DFB bestätigt Ermittlungsverfahren gegen Hannovers Handtorschützen

Bader: "Es war ein Reflex"

Leon Andreasen

Hannovers Leon Andreasen wurde vom DFB zu einer zeitnahen Stellungnahme aufgefordert. imago

Jetzt ist Leon Andreasen am Zug. Der Kontrollausschuss des Deutschen Fußball-Bundes (DFB) hat den 96-Spieler schriftlich zu einer zeitnahen Stellungnahme aufgefordert. Das ist möglich, weil Schiedsrichter Bastian Dankert auf Nachfrage erklärt hat, dass er die besagte Szene nicht gesehen habe. Dankert hatte am Sonntag in Köln trotz heftiger Proteste auf Tor entschieden. Auf eine Nachfrage bei Andreasen verzichtete der Referee jedoch.

Dass der DFB ein Ermittlungsverfahren einleitet, sei laut Hannovers neuer Geschäftsführer Martin Bader "legitim". Der Verein selbst habe noch am Dienstag über den bekannten Rechtsanwalt Christoph Schickhardt dem DFB eine Stellungnahme übermittelt. "Jetzt muss der Kontrollausschuss die Wertung vornehmen und entscheiden, ob es zu einer Anklage kommt", sagte Bader dem kicker.

Andreasen droht im Falle einer Verurteilung eine Sperre wie einst Oliver Neuville. Der Ex-Nationalspieler erzielte 2004 für Borussia Mönchengladbach beim 2:0 gegen den 1. FC Kaiserslautern ein Tor mit der Hand und wurde anschließend für sein "krass sportwidriges Verhalten" für zwei Bundesligapartien aus dem Verkehr gezogen.
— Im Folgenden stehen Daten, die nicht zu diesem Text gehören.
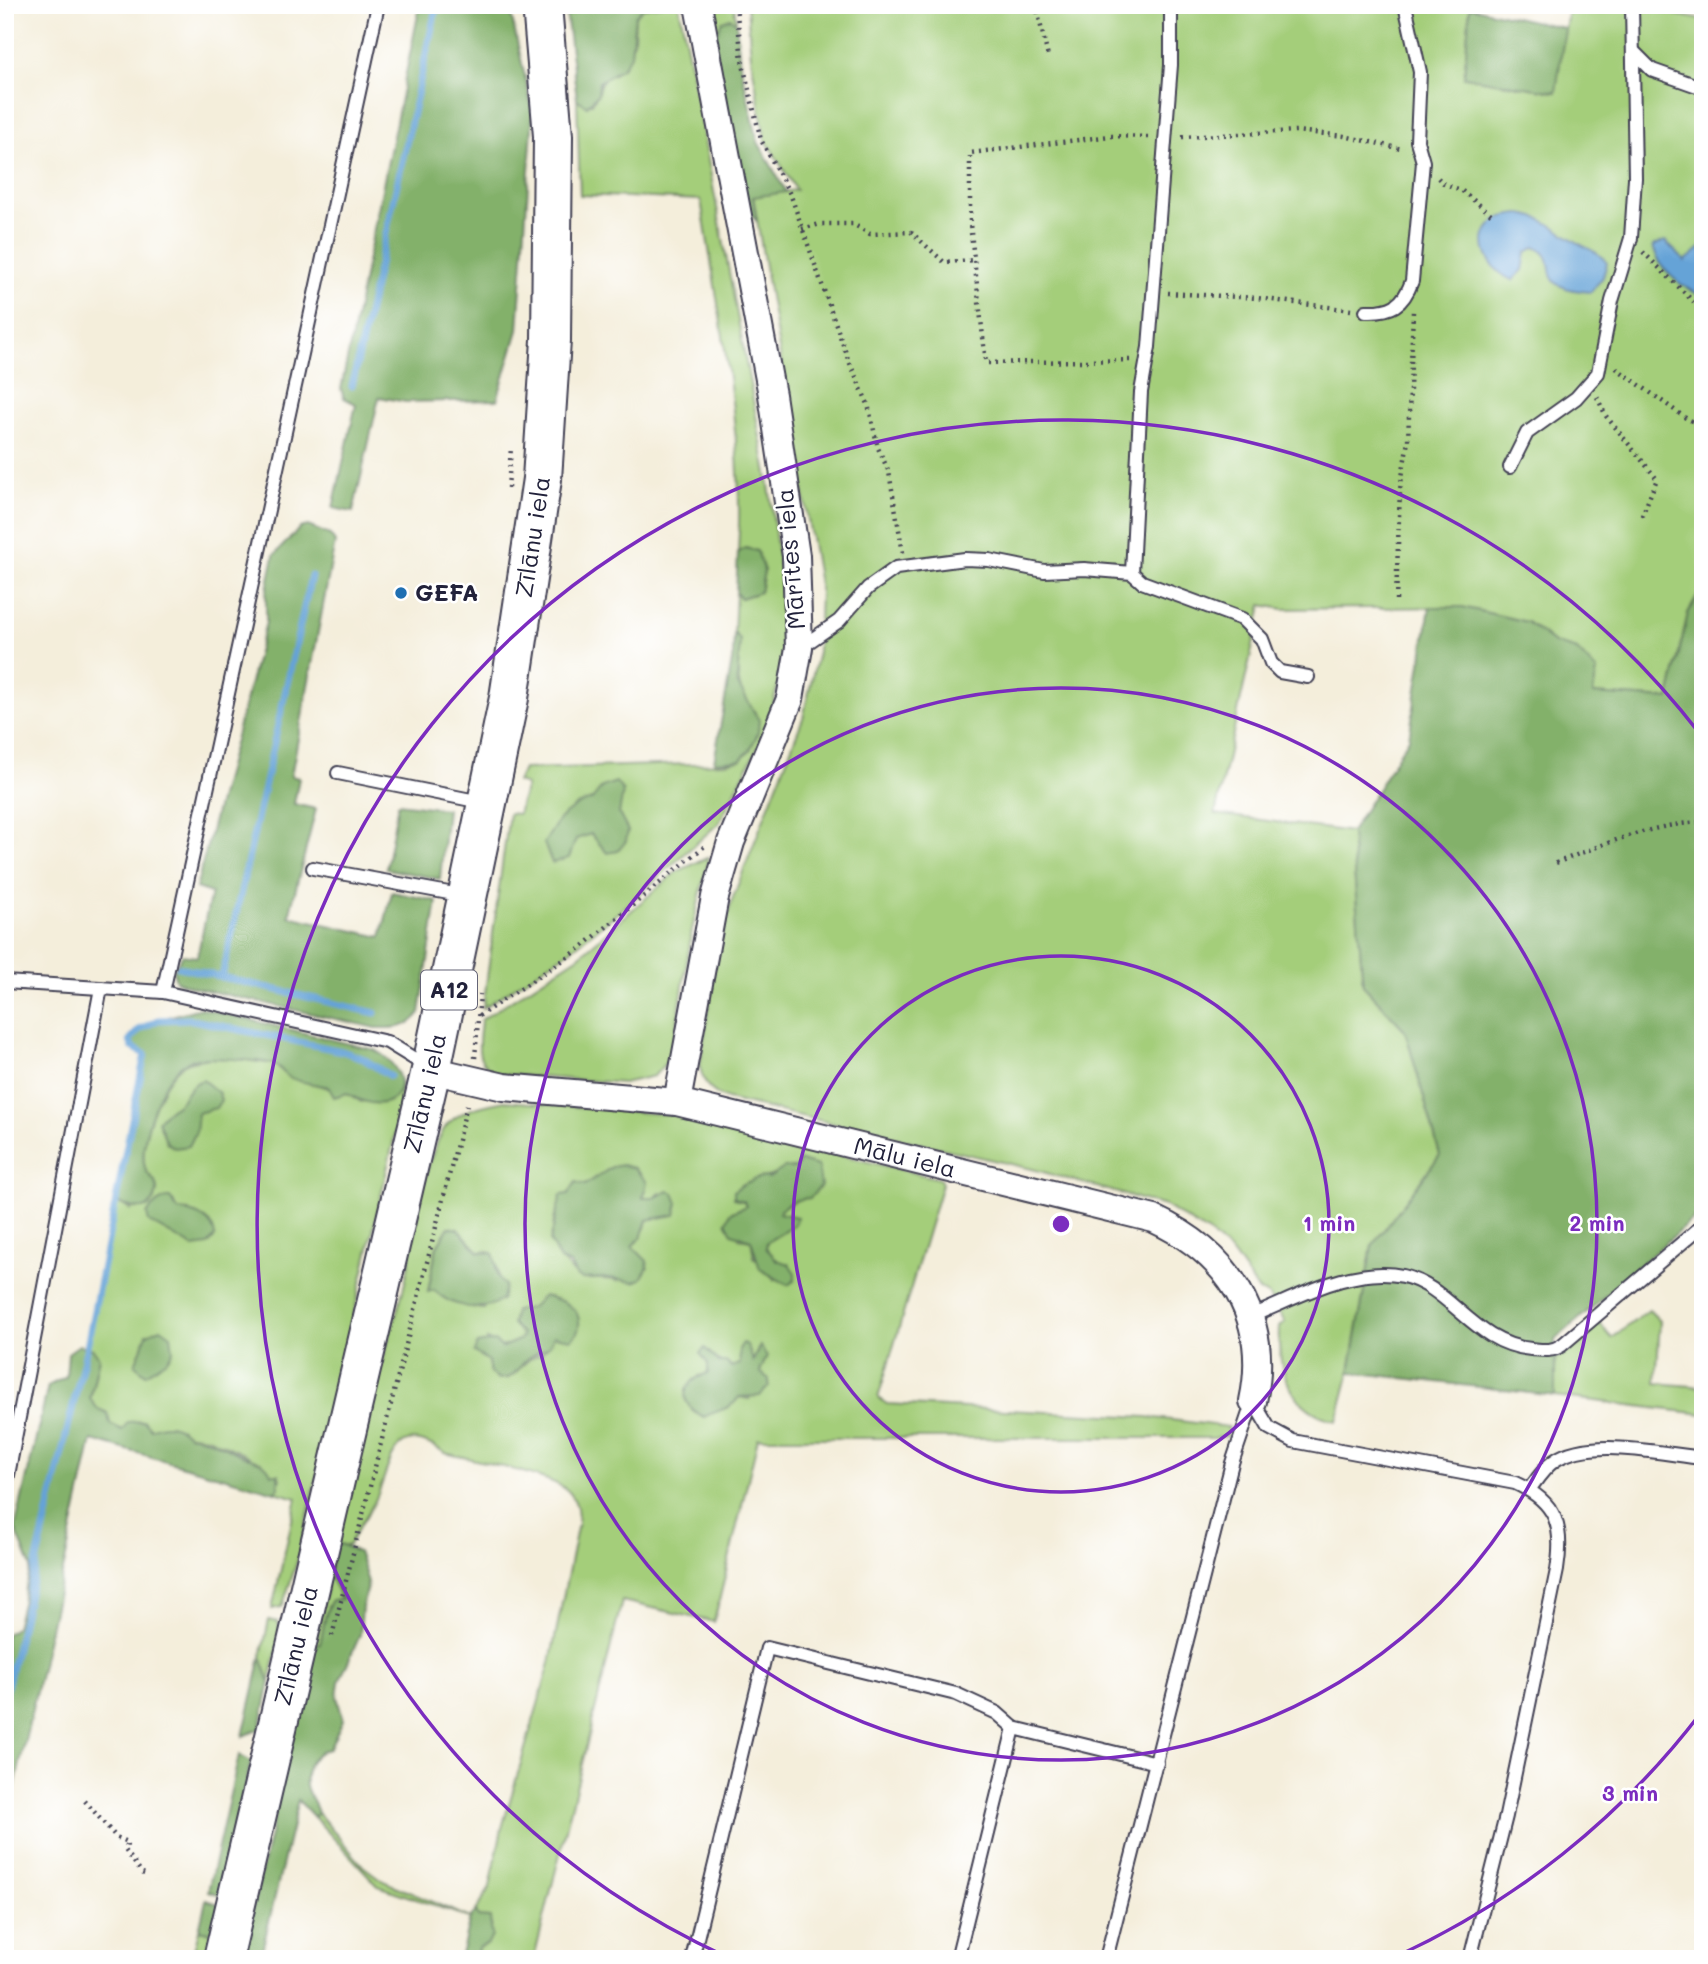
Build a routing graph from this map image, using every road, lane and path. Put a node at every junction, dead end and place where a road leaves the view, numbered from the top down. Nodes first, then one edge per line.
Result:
1 (378, 5) edge
2 (542, 5) edge
3 (698, 5) edge
4 (736, 5) edge
5 (1036, 5) edge
6 (1171, 5) edge
7 (1405, 5) edge
8 (1632, 5) edge
9 (1634, 52) junction
10 (1048, 57) dead end
11 (1703, 88) edge
12 (1164, 138) junction
13 (1417, 141) junction
14 (1423, 162) junction
15 (1491, 215) dead end
16 (802, 229) junction
17 (1632, 238) junction
18 (975, 260) junction
19 (1152, 292) junction
20 (1406, 298) junction
21 (1366, 311) joint
22 (1703, 311) edge
23 (1147, 353) junction
24 (1601, 358) junction
25 (1595, 379) junction
26 (1703, 426) edge
27 (512, 446) dead end
28 (1510, 467) dead end
29 (506, 499) dead end
30 (1640, 518) dead end
31 (901, 567) junction
32 (1132, 573) junction
33 (1396, 600) dead end
34 (799, 649) junction
35 (1308, 677) dead end
36 (338, 773) dead end
37 (488, 804) junction
38 (741, 819) junction
39 (1703, 822) edge
40 (1556, 863) dead end
41 (313, 868) dead end
42 (469, 897) junction
43 (5, 982) edge
44 (101, 988) junction
45 (163, 992) junction
46 (478, 1017) dead end
47 (431, 1070) junction
48 (473, 1080) junction
49 (677, 1102) junction
50 (1703, 1225) edge
51 (1250, 1317) junction
52 (1253, 1401) junction
53 (1703, 1458) edge
54 (1529, 1490) junction
55 (5, 1491) edge
56 (331, 1642) dead end
57 (1014, 1728) junction
58 (1157, 1763) junction
59 (85, 1801) dead end
60 (148, 1875) dead end
61 (223, 1959) edge
62 (692, 1959) edge
63 (957, 1959) edge
64 (1107, 1959) edge
65 (1470, 1959) edge

1 - 45 lane
2 - 37 highway, Zīlānu iela / A12
3 - 34 street, Mārītes iela
4 - 16 path
5 - 10 path
6 - 12 lane
7 - 13 lane
8 - 9 lane
9 - 11 lane
9 - 17 lane
12 - 13 path
12 - 18 path
12 - 19 lane
13 - 14 lane
14 - 15 path
14 - 20 lane
16 - 18 path
16 - 31 path
17 - 22 path
17 - 24 lane
18 - 23 path
19 - 21 path
19 - 23 lane
20 - 21 lane
20 - 33 path
23 - 32 lane
24 - 25 lane
24 - 26 path
25 - 28 lane
25 - 30 path
27 - 29 path
31 - 32 lane
31 - 34 lane
32 - 35 lane
34 - 38 street, Mārītes iela
36 - 37 lane
37 - 42 highway, Zīlānu iela / A12
38 - 46 path
38 - 49 street, Mārītes iela
39 - 40 path
41 - 42 lane
42 - 47 highway, Zīlānu iela / A12
43 - 44 lane
44 - 45 lane
44 - 55 lane
45 - 47 lane
47 - 48 street, Mālu iela
47 - 61 highway, Zīlānu iela / A12
48 - 49 street, Mālu iela
48 - 56 path
49 - 51 street, Mālu iela
50 - 51 lane
51 - 52 street, Mālu iela
52 - 54 lane
52 - 58 lane
53 - 54 lane
54 - 65 lane
57 - 58 lane
57 - 62 lane
57 - 63 lane
58 - 64 lane
59 - 60 path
Anders lief es im März dieses Jahres beim damaligen Rostocker Halil Savran (jetzt VfL Osnabrück). Der hatte im Drittligaspiel gegen Chemnitz ebenfalls per Hand zum entscheidenden 1:0 getroffen, blieb aber unbestraft, weil keine eindeutige Absicht erkennbar gewesen ist. "Der DFB-Kontrollausschuss hat die besagte Szene geprüft und ist zu der Erkenntnis gekommen, dass im vorliegenden Fall die Voraussetzungen für eine nachträgliche Ahndung nicht erfüllt sind", teilte der DFB damals mit.

Bader: "Er hat nicht vorsätzlich gehandelt"

Martin Bader

Hannovers neuer Geschäftsführer Martin Bader am Sonntag in Köln. picture alliance

Bei Andreasen sieht das anders aus. Er wird verdächtigt, "den Ball in der 38. Minute bewusst mit dem rechten Unterarm zum 1:0 für Hannover ins Tor befördert zu haben".

Bader nimmt Andeasen aber gegen den Vorwurf der Vorsätzlichkeit in Schutz: "Man kann Leon abnehmen, dass er nicht vorsätzlich gehandelt hat", sagte er. "Durch das Abfälschen des Balles von Kölns Keeper Timo Horn war es ein Reflex."

Auf Andreasen sei in den letzten 48 Stunden "viel eingeprasselt", berichtete Bader: "Wichtig ist, dass er weiß, dass er bei uns in guten Händen ist". Die Verantwortlichen im Verein tun alles, um den Mittelfeldspieler so gut wie möglich zu unterstützen: "Wir versuchen, dass er es ausblenden kann, wir brauchen einen Andreasen mit klarem Kopf auf dem Platz", sagte Bader, der auf einen Freispruch hofft: "Am besten schon am kommenden Samstag gegen Eintracht Frankfurt."